ROGER T. BENITEZ, District Judge.

INTRODUCTION

Currently before this Court are Motions to Dismiss ("Motions") filed by Defendants St. Vincent de Paul ("St. Vincent") and Studio 15 Housing Partners, L.P. ("Studio 15") and Plaintiff's Motion for a Preliminary Injunction. The Defendants' Motions are in response to pro se Plaintiff Michael L. Stewart's purported class action complaint alleging a violation of civil rights as a result of Defendants' alleged policy prohibiting him and other persons with mental, physical, or emotional disabilities, some of whom are also "low income" or homeless, from assembling on a public sidewalk.

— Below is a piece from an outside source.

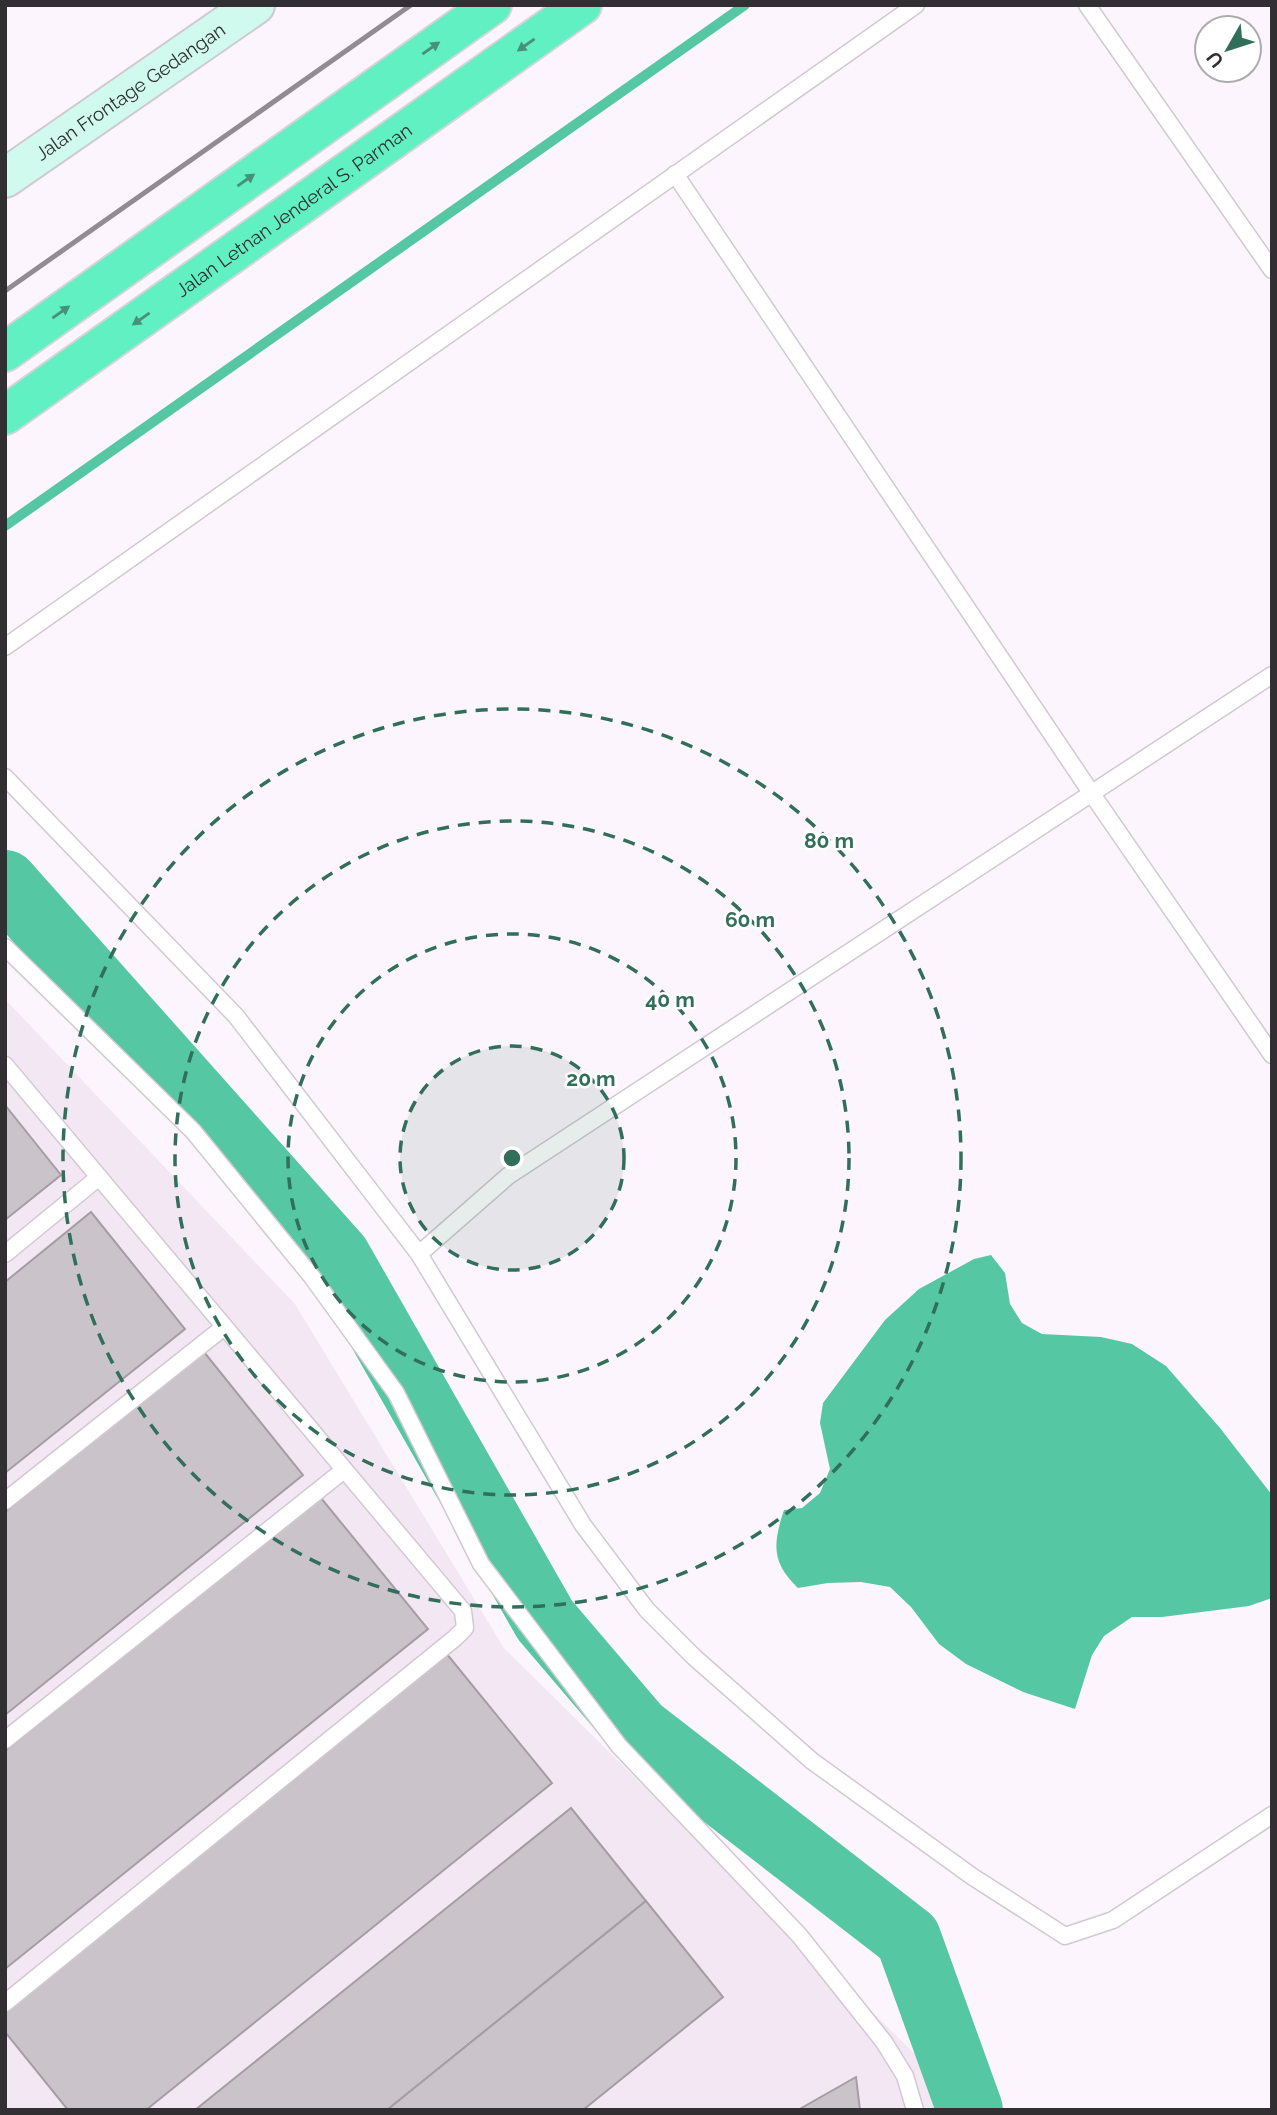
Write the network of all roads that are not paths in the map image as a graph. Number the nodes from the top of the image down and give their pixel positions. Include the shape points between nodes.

The Court now finds the Motions suitable for disposition on the papers without oral argument pursuant to Local Civil Rule 7.1.d. Because Plaintiff's Complaint fails to state a claim upon which relief can be granted, the Motions are GRANTED. Plaintiff's Motion for a Preliminary Injunction is therefore DENIED as moot.

BACKGROUND

Plaintiff alleges that Defendants have violated his constitutional rights by prohibiting him and others from assembling on the sidewalk in front of their properties. (Compl., pgs. 1-2.) Plaintiff further alleges that Defendants' tactics included threats, calls to police, and the denial of restroom access and free food and shelter to residents who congregate on the sidewalk. Id. Plaintiff seeks an injunction prohibiting Defendants from engaging in such conduct. Defendants move separately to dismiss Plaintiff's Complaint.

DISCUSSION

I. Subject-Matter Jurisdiction

Defendants move to dismiss Plaintiff's Complaint in part arguing the Court lacks subject-matter jurisdiction.1 FED. R. CIV. P. 12(b)(1). "Jurisdiction is essentially the authority conferred by Congress to decide a given type of case one way or the other." The Fair v. Kohler Die & Specialty Co., 228 U.S. 22, 25 (1913). Federal courts are courts of limited jurisdiction and thus there is a general presumption against federal court review. Kokkonen v. Guardian Life Ins. Co. of Am., 511 U.S. 375, 377 (1994). "Because the petitioner bears the burden of raising a colorable constitutional claim or question of law . . . it necessarily follows that we must presume that we lack jurisdiction absent such a showing." Mendez-Castro v. Mukasey, 552 F.3d 975, 978 (9th Cir. 2009). Jurisdictional issues must be decided before those going to the merits of the claim. Alvares v. Erickson, 514 F.2d 156, 160 (9th Cir. 1975).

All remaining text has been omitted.